• [RECORDS FOR THE TASK]

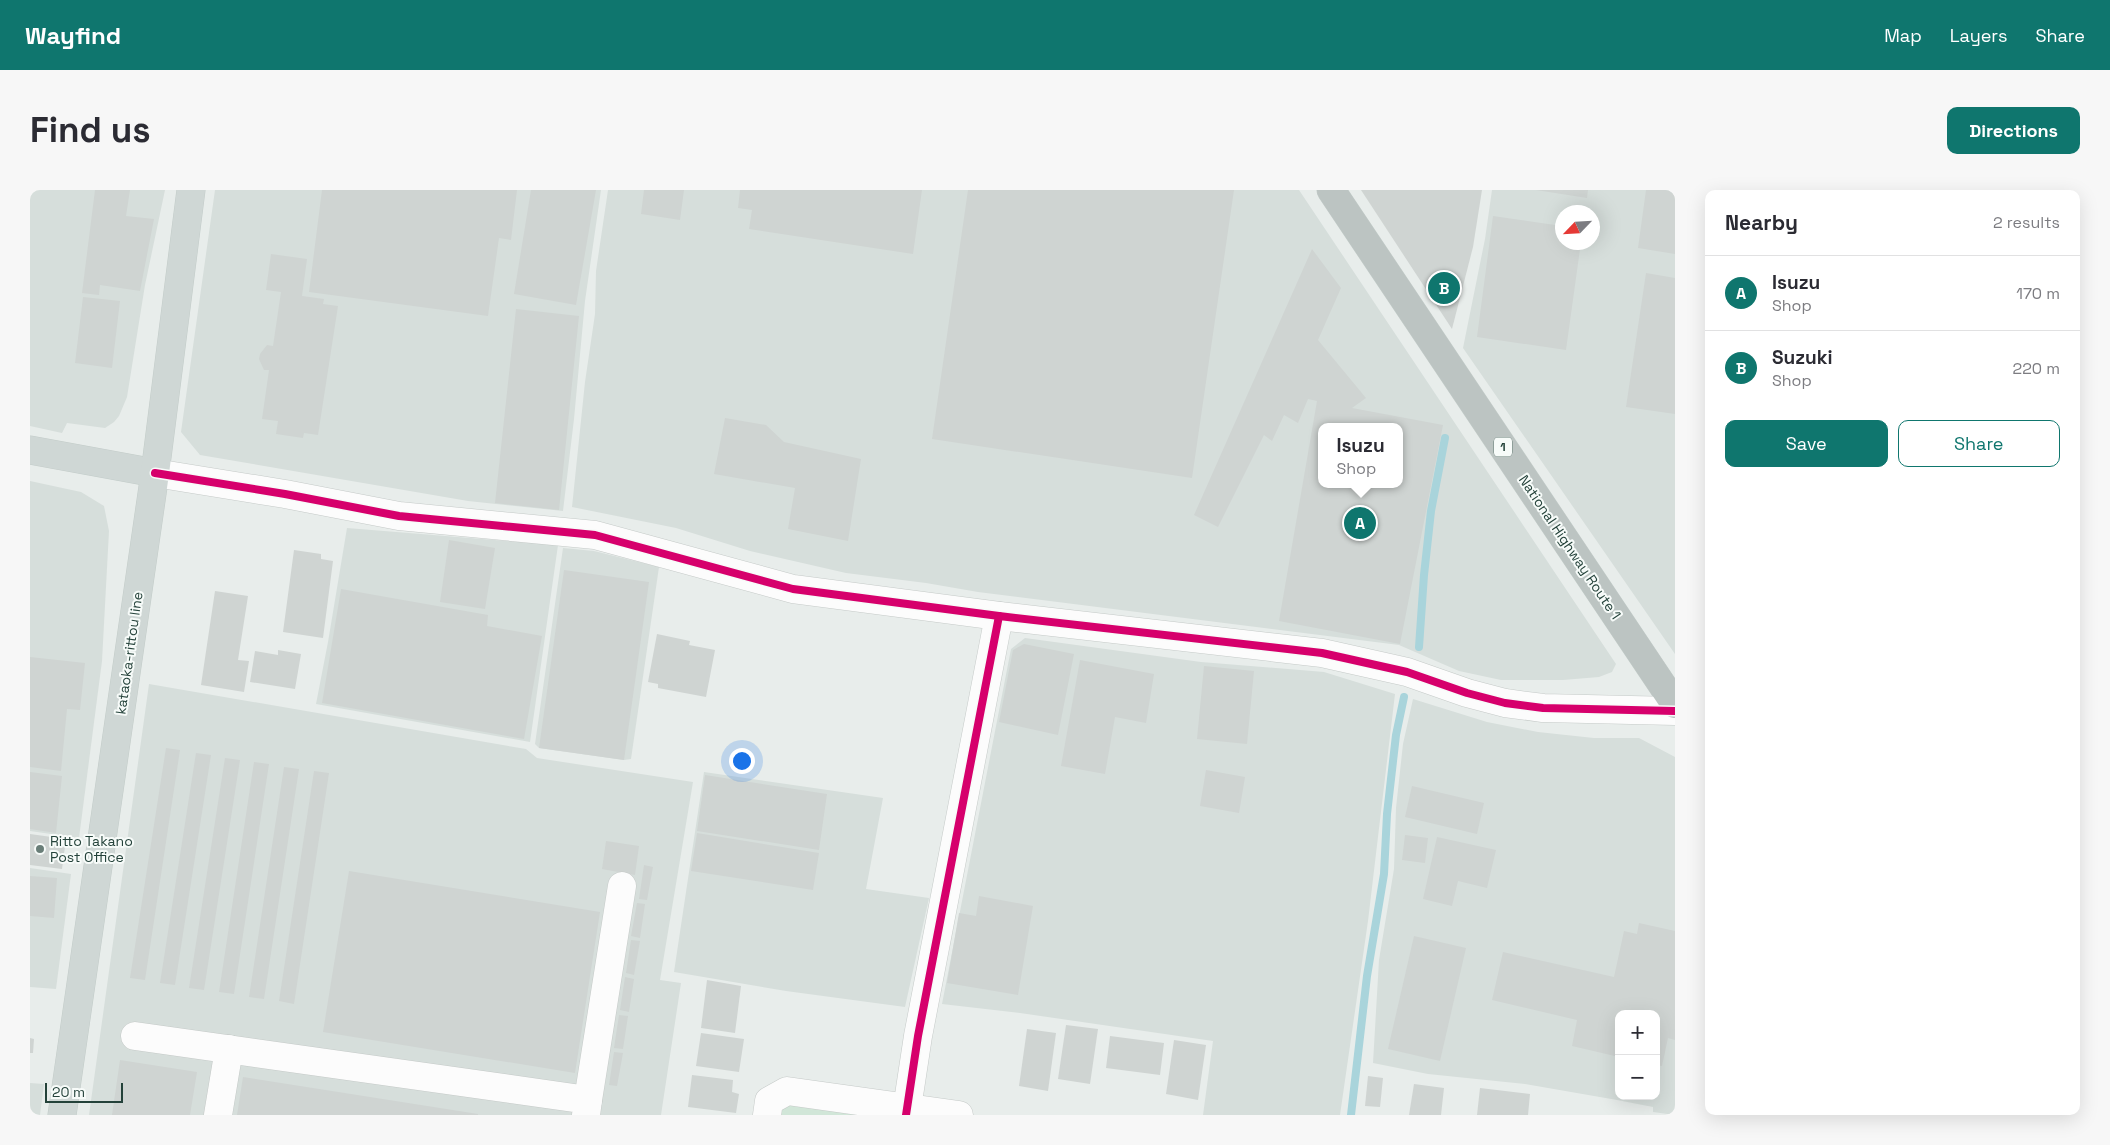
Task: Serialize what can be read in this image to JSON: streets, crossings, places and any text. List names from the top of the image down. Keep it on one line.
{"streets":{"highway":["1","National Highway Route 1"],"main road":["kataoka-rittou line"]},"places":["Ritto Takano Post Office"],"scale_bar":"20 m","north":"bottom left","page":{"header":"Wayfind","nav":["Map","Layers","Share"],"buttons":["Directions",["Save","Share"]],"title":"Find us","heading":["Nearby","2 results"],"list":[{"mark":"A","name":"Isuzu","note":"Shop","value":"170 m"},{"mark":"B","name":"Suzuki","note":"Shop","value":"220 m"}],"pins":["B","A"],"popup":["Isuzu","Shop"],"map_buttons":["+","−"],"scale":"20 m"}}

==

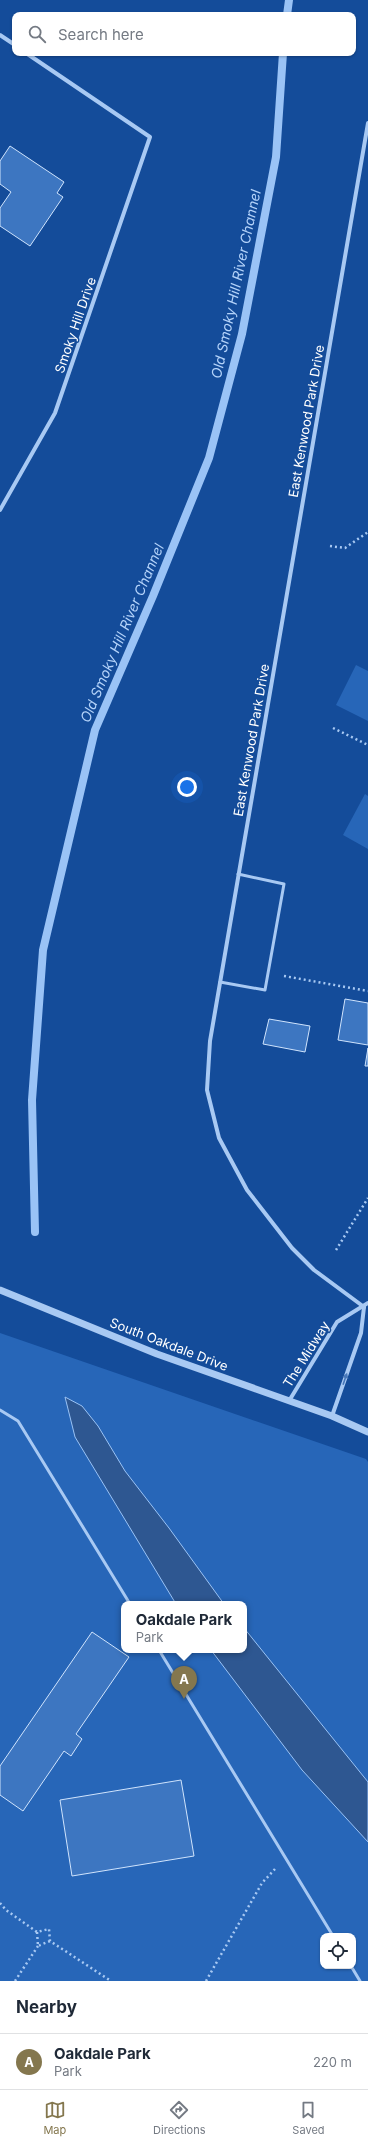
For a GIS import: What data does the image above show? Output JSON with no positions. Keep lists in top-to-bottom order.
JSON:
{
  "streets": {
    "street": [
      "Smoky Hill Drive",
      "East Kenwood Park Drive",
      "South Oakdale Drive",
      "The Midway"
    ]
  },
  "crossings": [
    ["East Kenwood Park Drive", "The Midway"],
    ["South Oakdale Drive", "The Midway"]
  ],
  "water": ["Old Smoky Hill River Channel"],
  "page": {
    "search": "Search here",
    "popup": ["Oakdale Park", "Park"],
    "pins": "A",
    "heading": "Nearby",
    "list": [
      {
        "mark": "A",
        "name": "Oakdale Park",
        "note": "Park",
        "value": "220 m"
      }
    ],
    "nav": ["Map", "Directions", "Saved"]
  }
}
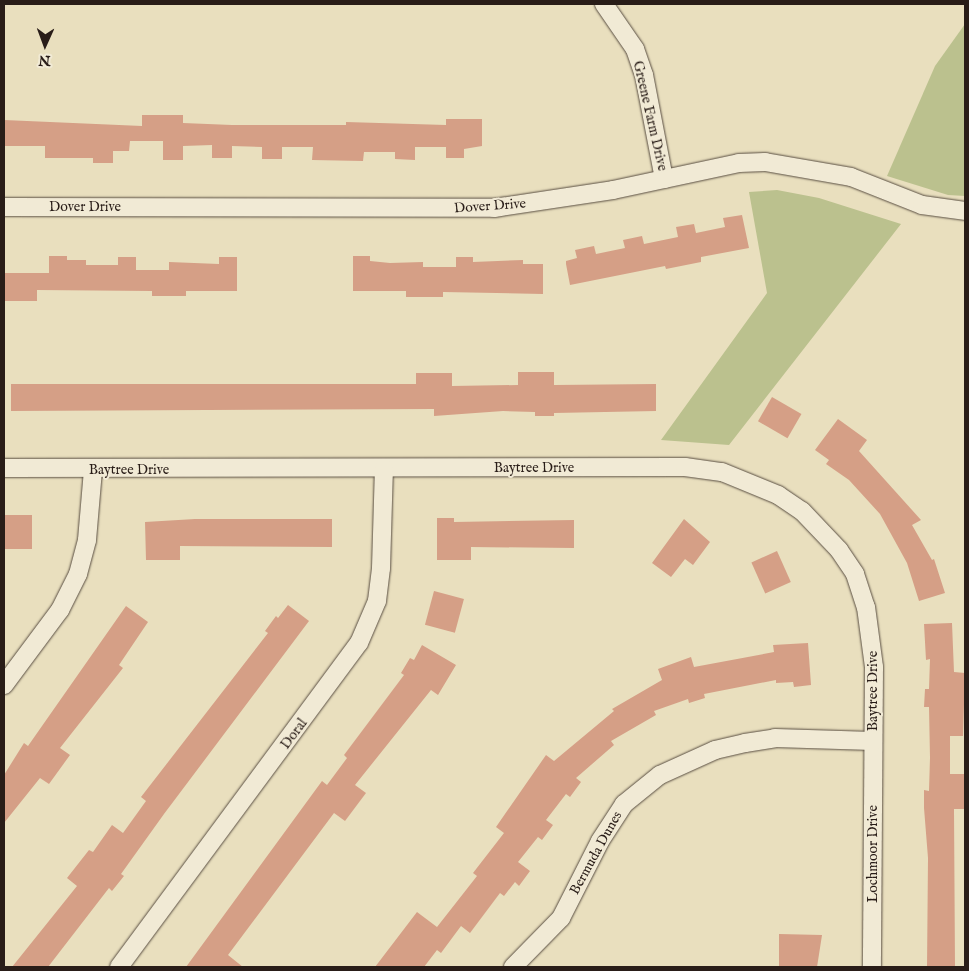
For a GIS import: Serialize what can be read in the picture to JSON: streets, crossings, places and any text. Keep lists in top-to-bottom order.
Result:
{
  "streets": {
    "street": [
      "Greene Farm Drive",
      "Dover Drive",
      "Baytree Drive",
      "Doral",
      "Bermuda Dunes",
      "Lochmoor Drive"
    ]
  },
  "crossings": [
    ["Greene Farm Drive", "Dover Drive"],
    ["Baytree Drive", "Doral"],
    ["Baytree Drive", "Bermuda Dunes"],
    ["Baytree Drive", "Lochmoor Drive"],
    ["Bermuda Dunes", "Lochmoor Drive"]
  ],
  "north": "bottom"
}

• [AIM OF THE EXERCISE]
Exact copy, pictures excluded: from the line with "For a GIS import: What" up to and including the line with "For a GIS import: Serialize" in the data above.

• [RESULT OF THIS TASK]
For a GIS import: What data does the image above show? Output JSON with no positions. Keep lists in top-to-bottom order.
JSON:
{
  "streets": {
    "street": [
      "Smoky Hill Drive",
      "East Kenwood Park Drive",
      "South Oakdale Drive",
      "The Midway"
    ]
  },
  "crossings": [
    ["East Kenwood Park Drive", "The Midway"],
    ["South Oakdale Drive", "The Midway"]
  ],
  "water": ["Old Smoky Hill River Channel"],
  "page": {
    "search": "Search here",
    "popup": ["Oakdale Park", "Park"],
    "pins": "A",
    "heading": "Nearby",
    "list": [
      {
        "mark": "A",
        "name": "Oakdale Park",
        "note": "Park",
        "value": "220 m"
      }
    ],
    "nav": ["Map", "Directions", "Saved"]
  }
}
For a GIS import: Serialize what can be read in the picture to JSON: streets, crossings, places and any text. Keep lists in top-to-bottom order.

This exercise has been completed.